Guernsey to launch aircraft registry in 2013


The States of Guernsey has announced it will develop its own aircraft registry as part of a new partnership with SGI Aviation.

Guernsey to launch aircraft registry on its own without neighboring Jersey.

The States of Guernsey has announced it will develop its own aircraft registry as part of a new partnership with SGI Aviation.

The Bailiwick’s Commerce and Employment Department signed an agreement to enter a unique public-private partnership with the Amsterdam-based aviation company on 30 April 2012.

Fergus Woods, director of civil aviation in the Bailiwick, predicts it will now take between 15 and 18 months to establish the registry, while SGI expect to register 150 Guernsey aircraft by 2015.

Woods says: “Although we have a got a clear idea of what we need, we need to get the legislation through our own states first, and then get the Privy Council to endorse it – which can take a little longer.”

Corporate Jet Investor previously reported that Guernsey planned to follow Aruba’s example of finding a strategic partner to put up the investment for an aircraft registry.

Woods now says that having advertised for a suitable business partner, it was decided that SGI Aviation was the best match for the model after “a robust tendering process.” The aviation company will take over the day-to-day running of registry’s operations as soon as it has been established, whilst the state of Guernsey will remain responsible for the “legal findings.”

Guernsey will follow in the footsteps of the Isle of Man by starting its life focusing solely on private operations. “The honest answer isthat the model is quite similar,” says Woods. “Clearly, we will be operating in a similar market, but we believe the market is big enough to both operate successfully. I do not think it is a particularly cut throat competition, and it will help both to keep up standards.”

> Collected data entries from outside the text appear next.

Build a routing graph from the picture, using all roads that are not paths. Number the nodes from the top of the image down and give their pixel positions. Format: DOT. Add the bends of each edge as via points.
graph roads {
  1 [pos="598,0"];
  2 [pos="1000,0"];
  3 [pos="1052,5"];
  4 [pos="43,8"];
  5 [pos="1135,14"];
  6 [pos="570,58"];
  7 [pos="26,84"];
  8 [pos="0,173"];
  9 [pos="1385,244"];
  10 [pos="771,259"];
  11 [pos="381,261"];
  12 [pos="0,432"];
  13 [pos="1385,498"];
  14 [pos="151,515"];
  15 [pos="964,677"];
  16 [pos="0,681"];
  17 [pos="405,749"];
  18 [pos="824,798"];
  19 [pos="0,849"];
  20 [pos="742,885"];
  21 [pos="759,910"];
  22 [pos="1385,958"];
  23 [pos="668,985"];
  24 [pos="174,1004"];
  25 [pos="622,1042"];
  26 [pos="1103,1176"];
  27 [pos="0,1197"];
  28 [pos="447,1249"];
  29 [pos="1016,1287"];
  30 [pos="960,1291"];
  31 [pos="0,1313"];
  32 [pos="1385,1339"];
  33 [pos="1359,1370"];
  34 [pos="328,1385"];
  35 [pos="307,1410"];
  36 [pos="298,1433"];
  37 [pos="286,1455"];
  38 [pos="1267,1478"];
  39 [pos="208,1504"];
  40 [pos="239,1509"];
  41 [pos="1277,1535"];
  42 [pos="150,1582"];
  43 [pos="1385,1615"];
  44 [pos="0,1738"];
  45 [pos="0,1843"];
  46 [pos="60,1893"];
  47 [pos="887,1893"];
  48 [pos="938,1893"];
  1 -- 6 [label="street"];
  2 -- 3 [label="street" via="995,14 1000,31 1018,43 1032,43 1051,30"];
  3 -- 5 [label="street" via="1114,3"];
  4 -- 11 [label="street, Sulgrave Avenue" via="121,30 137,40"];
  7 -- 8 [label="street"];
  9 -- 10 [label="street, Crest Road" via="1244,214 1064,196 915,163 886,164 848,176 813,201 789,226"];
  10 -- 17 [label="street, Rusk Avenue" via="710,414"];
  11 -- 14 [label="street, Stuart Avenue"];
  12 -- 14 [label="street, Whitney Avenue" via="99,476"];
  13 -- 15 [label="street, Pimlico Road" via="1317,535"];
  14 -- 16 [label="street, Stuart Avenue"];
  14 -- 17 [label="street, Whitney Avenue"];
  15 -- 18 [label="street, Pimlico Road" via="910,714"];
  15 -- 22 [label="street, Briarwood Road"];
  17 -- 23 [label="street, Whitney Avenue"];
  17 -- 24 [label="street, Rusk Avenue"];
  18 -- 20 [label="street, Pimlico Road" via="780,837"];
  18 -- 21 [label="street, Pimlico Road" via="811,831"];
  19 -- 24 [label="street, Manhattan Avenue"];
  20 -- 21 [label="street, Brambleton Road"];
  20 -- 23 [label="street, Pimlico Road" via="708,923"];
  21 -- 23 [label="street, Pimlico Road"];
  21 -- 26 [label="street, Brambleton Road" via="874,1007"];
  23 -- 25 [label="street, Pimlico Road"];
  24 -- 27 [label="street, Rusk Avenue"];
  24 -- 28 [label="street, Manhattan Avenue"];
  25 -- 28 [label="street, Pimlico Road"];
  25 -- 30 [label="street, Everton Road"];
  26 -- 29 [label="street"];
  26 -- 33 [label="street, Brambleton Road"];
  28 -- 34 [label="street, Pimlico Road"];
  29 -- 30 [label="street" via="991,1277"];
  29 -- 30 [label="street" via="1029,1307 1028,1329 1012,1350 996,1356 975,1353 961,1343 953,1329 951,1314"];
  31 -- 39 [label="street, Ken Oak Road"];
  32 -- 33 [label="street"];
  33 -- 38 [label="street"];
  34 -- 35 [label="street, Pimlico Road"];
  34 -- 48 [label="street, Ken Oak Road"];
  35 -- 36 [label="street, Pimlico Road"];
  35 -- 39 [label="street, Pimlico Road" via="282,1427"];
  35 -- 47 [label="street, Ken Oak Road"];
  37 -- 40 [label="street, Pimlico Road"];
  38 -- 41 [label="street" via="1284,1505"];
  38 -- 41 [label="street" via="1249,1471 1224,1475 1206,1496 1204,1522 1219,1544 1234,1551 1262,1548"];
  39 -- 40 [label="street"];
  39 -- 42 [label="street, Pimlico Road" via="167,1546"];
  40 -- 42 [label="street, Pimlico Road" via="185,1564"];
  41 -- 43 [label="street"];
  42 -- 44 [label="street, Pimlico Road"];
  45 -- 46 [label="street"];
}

SGI Aviation has a wealth of experience in the aircraft lessor business, and it is believed that after setting up the registry it will seek to identify different market plans to draw in a wider client base.

Project  manager Wim Ovaasays says: “The Guernsey registry will differentiate itself from competitors through its unique tax advantages, quality of service, operational flexibility and targeted marketing.”

Woods has also revealed that a further partnership with the neighboring Channel Island of Jersey is still not out of the question to help expand the aircraft registry.

“It is still a possibility,” he says. “Guernsey and Jersey do a lot of sharing due to their geographic location, so it is still possible that we could find a way to make this partnership work.”